Video games don’t encourage violence nearly as much as piñatas do
Maybe your parents told you a watched pot never boils so you wouldn’t go around sticking your face near boiling water, idiot.
Me: Who ate all the cookies?
5-year-old: Ninjas.
Me: I didn’t see them.
5-year-old: No one ever does.
Checkmate.
God [creating centipedes]: *falls asleep with elbow on the legs button*
A woman saying “I’m not mad at you” is like a dentist saying “You won’t feel a thing.”
In my mind, I’m about 22-years old. Then I walk by a mirror.
A guy gets hit on the head by a falling soda can. But he’s allright.
Guess he was lucky
*puts on sunglasses*
It was a soft drink
#FFFC
[first day in hell]
Satan: WELCOME TO ETERNAL HELLFIRE!
Me: ugh, thank god, my feet are freezing
Satan: HAHAH- what?
Me: *cuddling under a burning blanket* so cozy
Satan: wait, where did you get the hot cocoa?
Can anyone recommend a hypnotist? I’m open to suggestion
[Enters Building]
“Excuse…”
*Voice fades*
“… anyone…”
“… how to…”
“… out this…”
“… ving door?”
I spent the entire summer before 6th grade obsessively playing world of warcraft and I felt so weird being like very clearly the only child in my guild so I pretended to be in my thirties with a boyfriend and everyone was so nice to me I ended up announcing my fake engagement.
*Sees couple arguing in store*
*Discreetly drops a pregnancy test into the cart*
Lao Tzu:
A journey of a thousand miles begins with a single stepLao Tzu [after having kids]:
It now takes a thousand steps before I even start a journey, godDAMMIT
Pizza Hut: Hello
Me: I’d like a hot dog bites pizzas
PH: Pick up or delivery?
Me: Based on that order, you think I get off the couch?
If someone tells you you’re cute, ask them to name 3 other people they find cute so that you can react appropriately.
Him: Why do you carry a knife?
Me: A sword is harder to hide.
sugar daddy: I’m gonna spoil you
salt daddy: I’m gonna preserve you
There are many effective ways of inviting me to your event but doing it on Facebook is definitely not one of them.
Why are we forcing a single payer military plan on everyone? There should be a basic military that covers you, and if you want to bomb another country on top of that, you pay for it yourself. It’s about choice
I’ve never used survival skills while lost on a hike in the woods, but once I ate 3 Snicker’s Bars trying to find my way out of a Walmart.
Canadians: Maybe they’re born with it, maybe it’s maple leaf.
anything is possible with the right attitude and a sledgehammer
No one cares if you take an apple or yogurt from the hotel breakfast but apparently if you start filling your ice bucket with bacon it suddenly becomes an issue.
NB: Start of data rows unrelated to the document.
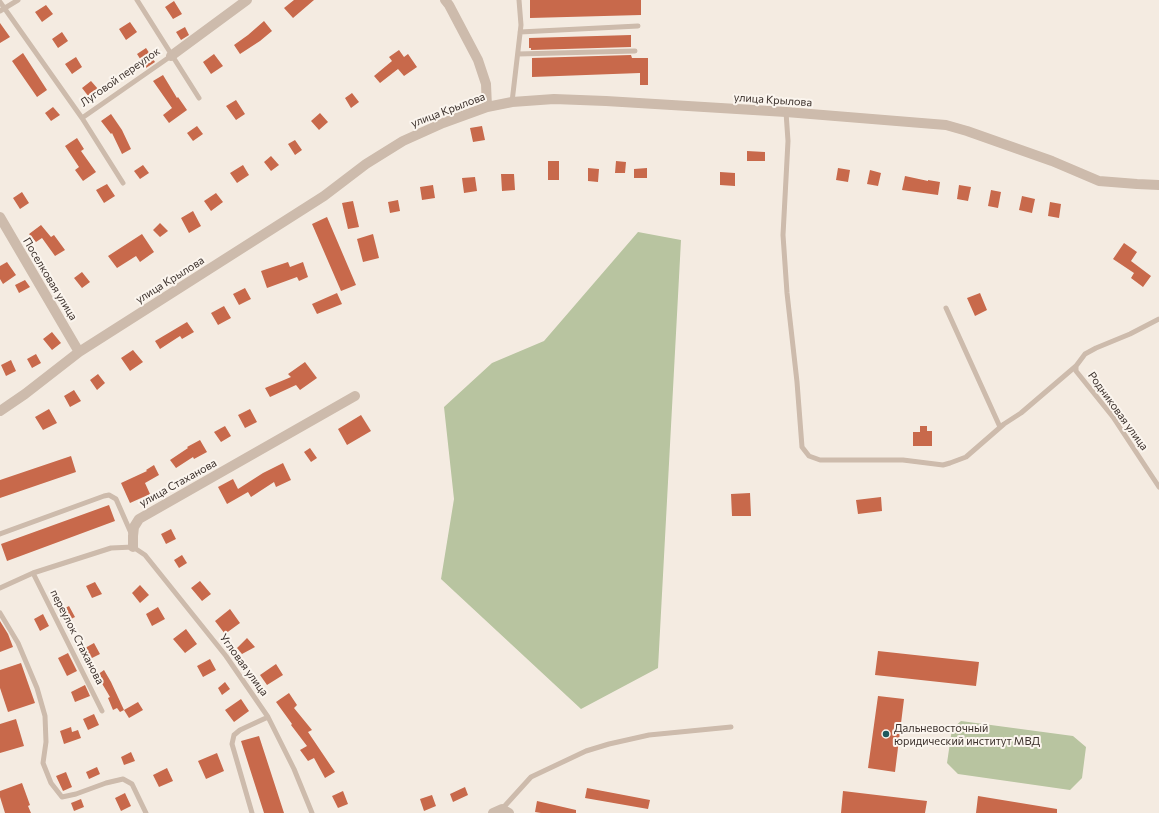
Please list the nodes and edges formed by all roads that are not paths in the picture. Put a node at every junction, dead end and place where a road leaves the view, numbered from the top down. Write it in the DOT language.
graph roads {
  1 [pos="18,0"];
  2 [pos="137,0"];
  3 [pos="247,0"];
  4 [pos="445,0"];
  5 [pos="519,0"];
  6 [pos="0,2"];
  7 [pos="2,10"];
  8 [pos="638,26"];
  9 [pos="520,32"];
  10 [pos="635,50"];
  11 [pos="518,54"];
  12 [pos="172,56"];
  13 [pos="199,98"];
  14 [pos="512,102"];
  15 [pos="487,107"];
  16 [pos="786,112"];
  17 [pos="82,118"];
  18 [pos="123,183"];
  19 [pos="1159,185"];
  20 [pos="0,218"];
  21 [pos="946,308"];
  22 [pos="1159,319"];
  23 [pos="79,352"];
  24 [pos="1076,366"];
  25 [pos="355,396"];
  26 [pos="0,411"];
  27 [pos="1000,427"];
  28 [pos="1159,487"];
  29 [pos="0,534"];
  30 [pos="133,536"];
  31 [pos="133,547"];
  32 [pos="33,573"];
  33 [pos="0,588"];
  34 [pos="0,613"];
  35 [pos="102,711"];
  36 [pos="268,717"];
  37 [pos="731,727"];
  38 [pos="501,812"];
  39 [pos="146,813"];
  40 [pos="252,813"];
  41 [pos="312,813"];
  1 -- 7 [label="lane"];
  2 -- 12 [label="lane, Луговой переулок"];
  3 -- 12 [label="street, Луговой переулок"];
  4 -- 15 [label="street"];
  5 -- 9 [label="lane"];
  6 -- 7 [label="lane"];
  7 -- 17 [label="lane"];
  8 -- 9 [label="lane"];
  9 -- 11 [label="lane"];
  10 -- 11 [label="lane"];
  11 -- 14 [label="lane"];
  12 -- 13 [label="lane, Луговой переулок"];
  12 -- 17 [label="lane, Луговой переулок"];
  14 -- 15 [label="street, улица Крылова"];
  14 -- 16 [label="street, улица Крылова"];
  15 -- 23 [label="street, улица Крылова"];
  16 -- 19 [label="street, улица Крылова"];
  16 -- 27 [label="lane"];
  17 -- 18 [label="lane"];
  20 -- 23 [label="street, Поселковая улица"];
  21 -- 27 [label="lane"];
  22 -- 24 [label="lane, Родниковая улица"];
  23 -- 26 [label="street, улица Крылова"];
  24 -- 27 [label="lane"];
  24 -- 28 [label="lane, Родниковая улица"];
  25 -- 30 [label="street, улица Стаханова"];
  29 -- 30 [label="lane"];
  30 -- 31 [label="street, улица Стаханова"];
  31 -- 32 [label="lane"];
  31 -- 36 [label="lane, Угловая улица"];
  32 -- 33 [label="lane"];
  32 -- 35 [label="lane, переулок Стаханова"];
  34 -- 39 [label="lane"];
  36 -- 40 [label="lane"];
  36 -- 41 [label="lane, Угловая улица"];
  37 -- 38 [label="lane"];
}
Last week, my dog rolled a ball into a sewer drain and it was gone. I just found it on the street. What is the clown-thanking etiquette?
What they’re actually saying is “I can’t even [finish this sentence due to the complexities of being a white girl on the existential level]”
[trying out my magic tricks for the first time]
*sawing person in half*
Funeral director: *wrestling me away from casket*
My kids brought me breakfast in bed, then proceeded to eat MY breakfast. If that doesn’t sum up motherhood I don’t know what does.
I assured my wife that I should be left alone to play video games because I had plenty of time to get the dry cleaning and now I’m here and the cleaners decided to close early today for a “family event” and I think I just shouldn’t bother going home and just walk into the ocean.
Lord I was born a ramblin’ man.
You can tell by my endless and pointless tweets.